[Saved entries]
────

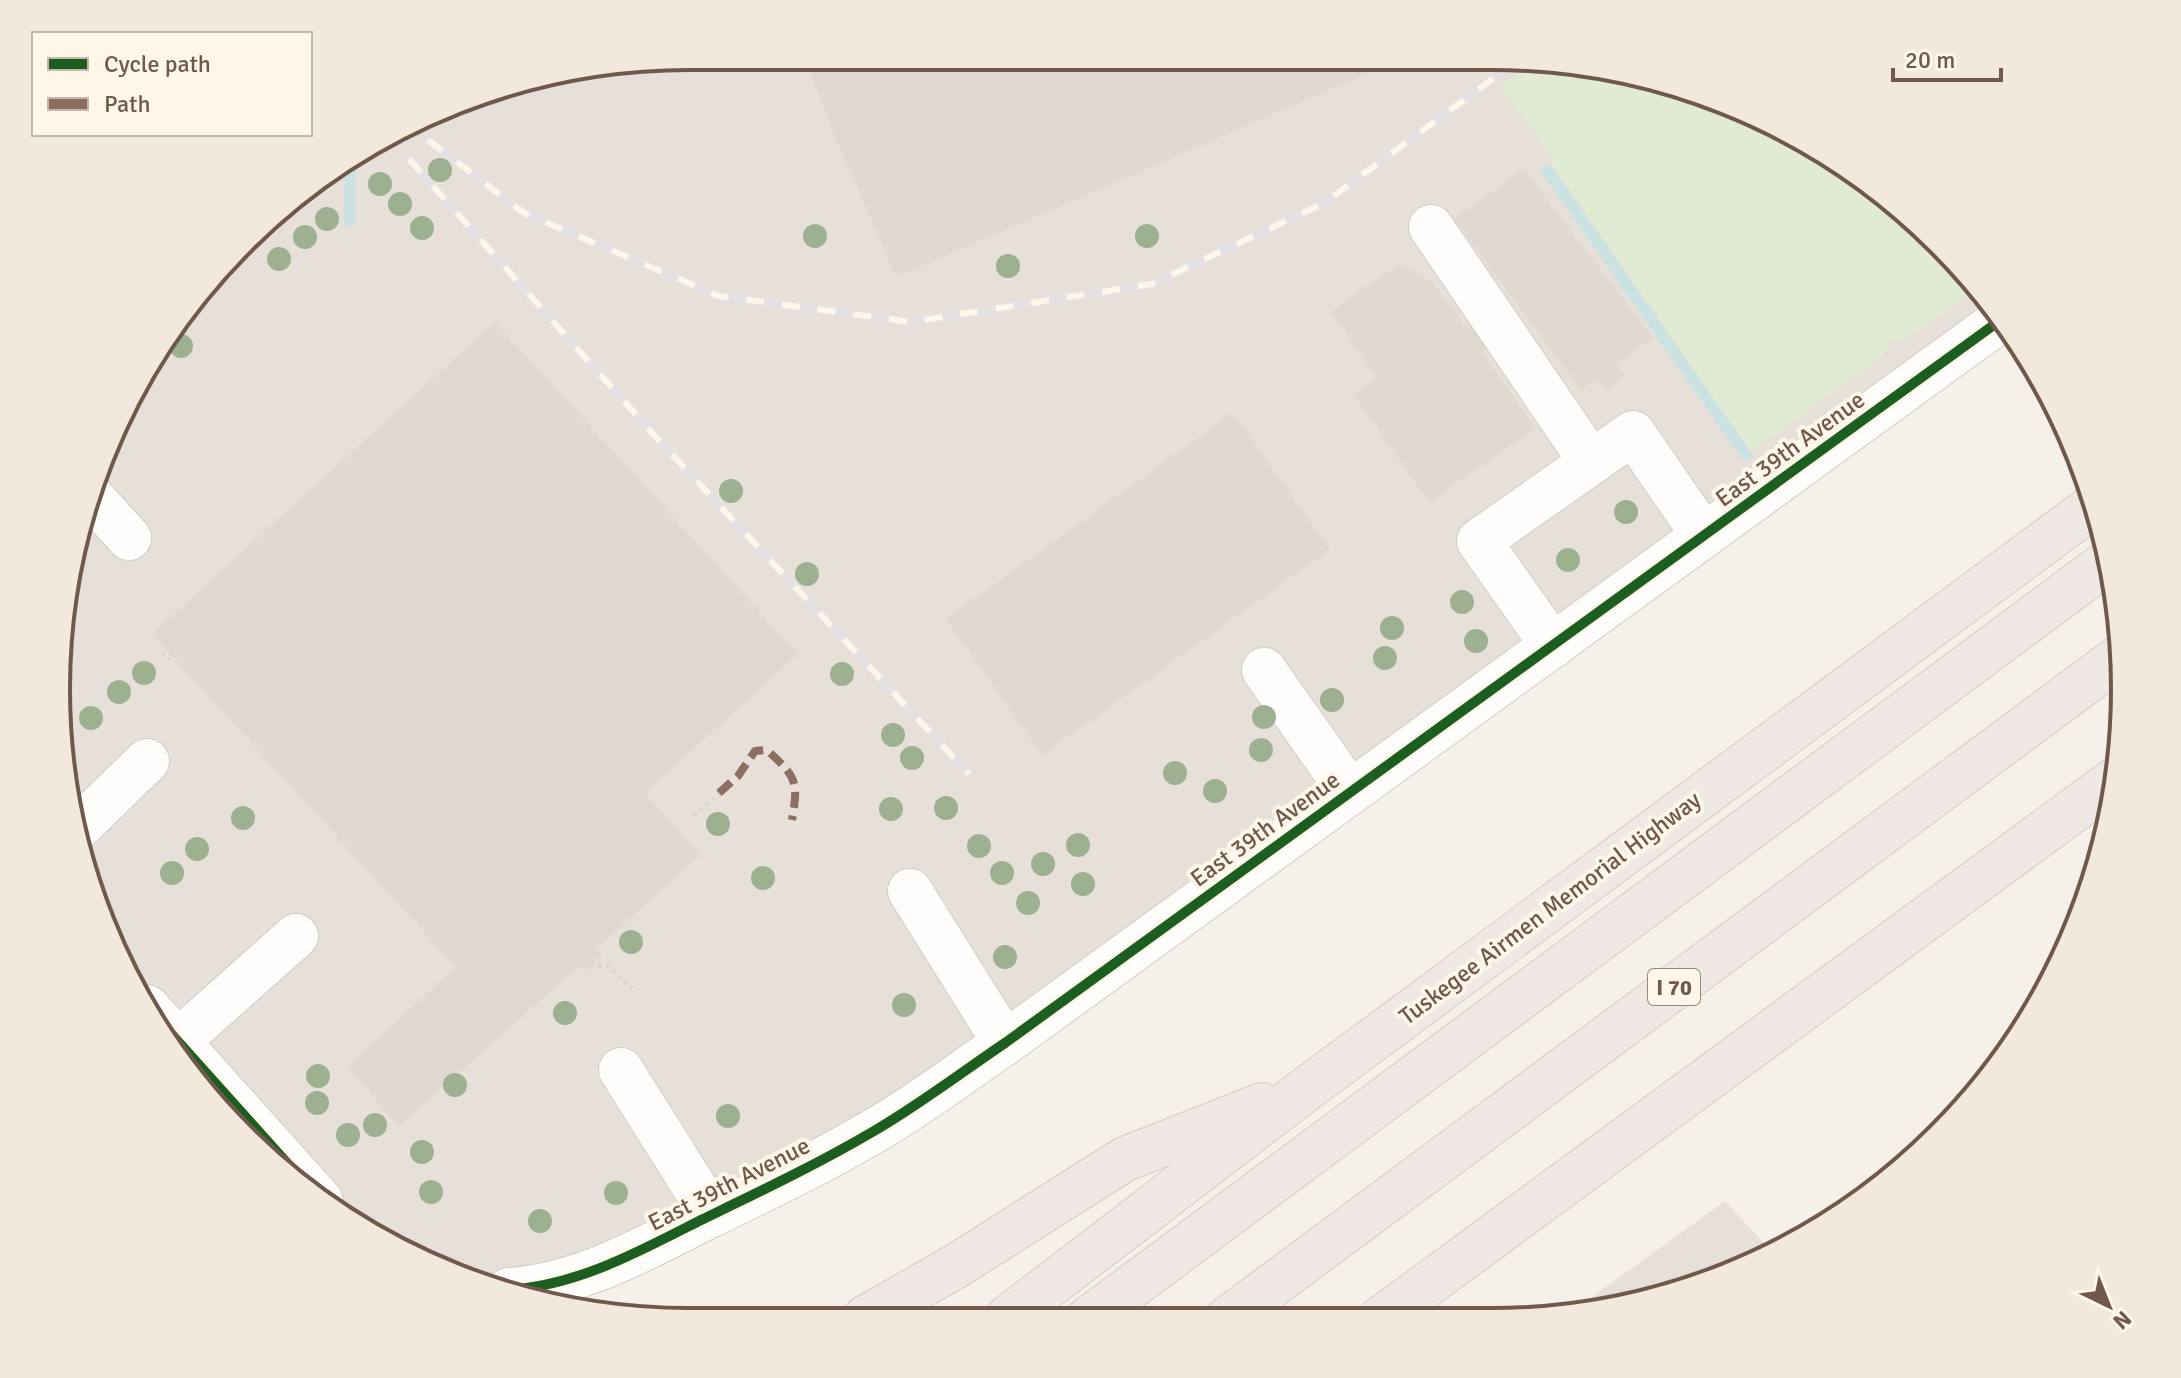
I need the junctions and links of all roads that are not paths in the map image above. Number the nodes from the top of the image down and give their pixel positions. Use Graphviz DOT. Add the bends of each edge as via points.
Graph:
graph roads {
  1 [pos="1431,227"];
  2 [pos="1993,326"];
  3 [pos="1591,462"];
  4 [pos="99,505"];
  5 [pos="2085,512"];
  6 [pos="1704,536"];
  7 [pos="129,538"];
  8 [pos="2099,568"];
  9 [pos="1553,646"];
  10 [pos="2110,664"];
  11 [pos="1264,670"];
  12 [pos="147,761"];
  13 [pos="2103,789"];
  14 [pos="1350,792"];
  15 [pos="85,822"];
  16 [pos="910,891"];
  17 [pos="296,936"];
  18 [pos="179,1040"];
  19 [pos="1005,1043"];
  20 [pos="188,1052"];
  21 [pos="621,1070"];
  22 [pos="1309,1087"];
  23 [pos="1668,1110"];
  24 [pos="271,1145"];
  25 [pos="712,1215"];
  26 [pos="534,1288"];
  27 [pos="882,1308"];
  28 [pos="1020,1308"];
  29 [pos="1103,1308"];
  30 [pos="1242,1308"];
  31 [pos="1396,1308"];
  32 [pos="1431,1308"];
  1 -- 3 [label="street"];
  2 -- 6 [label="street, East 39th Avenue"];
  3 -- 6 [label="street" via="1633,433"];
  3 -- 9 [label="street" via="1479,541"];
  4 -- 7 [label="street"];
  5 -- 22 [label="highway, Tuskegee Airmen Memorial Highway"];
  6 -- 9 [label="street, East 39th Avenue"];
  8 -- 29 [label="highway"];
  9 -- 14 [label="street, East 39th Avenue"];
  10 -- 30 [label="highway, I 70"];
  11 -- 14 [label="street"];
  12 -- 15 [label="street"];
  13 -- 23 [label="highway"];
  14 -- 19 [label="street, East 39th Avenue"];
  16 -- 19 [label="street"];
  17 -- 18 [label="street"];
  19 -- 25 [label="street, East 39th Avenue" via="877,1130"];
  20 -- 24 [label="street"];
  21 -- 25 [label="street"];
  22 -- 27 [label="highway" via="1125,1159"];
  22 -- 28 [label="highway, Tuskegee Airmen Memorial Highway"];
  23 -- 31 [label="highway"];
  23 -- 32 [label="highway"];
  25 -- 26 [label="street, East 39th Avenue" via="597,1271"];
}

────

* _Required action_
Leave the pictures out, and transcribe each of the records exactly.

* _Reply to the task_
I need the junctions and links of all roads that are not paths in the map image above. Number the nodes from the top of the image down and give their pixel positions. Use Graphviz DOT. Add the bends of each edge as via points.
Graph:
graph roads {
  1 [pos="1431,227"];
  2 [pos="1993,326"];
  3 [pos="1591,462"];
  4 [pos="99,505"];
  5 [pos="2085,512"];
  6 [pos="1704,536"];
  7 [pos="129,538"];
  8 [pos="2099,568"];
  9 [pos="1553,646"];
  10 [pos="2110,664"];
  11 [pos="1264,670"];
  12 [pos="147,761"];
  13 [pos="2103,789"];
  14 [pos="1350,792"];
  15 [pos="85,822"];
  16 [pos="910,891"];
  17 [pos="296,936"];
  18 [pos="179,1040"];
  19 [pos="1005,1043"];
  20 [pos="188,1052"];
  21 [pos="621,1070"];
  22 [pos="1309,1087"];
  23 [pos="1668,1110"];
  24 [pos="271,1145"];
  25 [pos="712,1215"];
  26 [pos="534,1288"];
  27 [pos="882,1308"];
  28 [pos="1020,1308"];
  29 [pos="1103,1308"];
  30 [pos="1242,1308"];
  31 [pos="1396,1308"];
  32 [pos="1431,1308"];
  1 -- 3 [label="street"];
  2 -- 6 [label="street, East 39th Avenue"];
  3 -- 6 [label="street" via="1633,433"];
  3 -- 9 [label="street" via="1479,541"];
  4 -- 7 [label="street"];
  5 -- 22 [label="highway, Tuskegee Airmen Memorial Highway"];
  6 -- 9 [label="street, East 39th Avenue"];
  8 -- 29 [label="highway"];
  9 -- 14 [label="street, East 39th Avenue"];
  10 -- 30 [label="highway, I 70"];
  11 -- 14 [label="street"];
  12 -- 15 [label="street"];
  13 -- 23 [label="highway"];
  14 -- 19 [label="street, East 39th Avenue"];
  16 -- 19 [label="street"];
  17 -- 18 [label="street"];
  19 -- 25 [label="street, East 39th Avenue" via="877,1130"];
  20 -- 24 [label="street"];
  21 -- 25 [label="street"];
  22 -- 27 [label="highway" via="1125,1159"];
  22 -- 28 [label="highway, Tuskegee Airmen Memorial Highway"];
  23 -- 31 [label="highway"];
  23 -- 32 [label="highway"];
  25 -- 26 [label="street, East 39th Avenue" via="597,1271"];
}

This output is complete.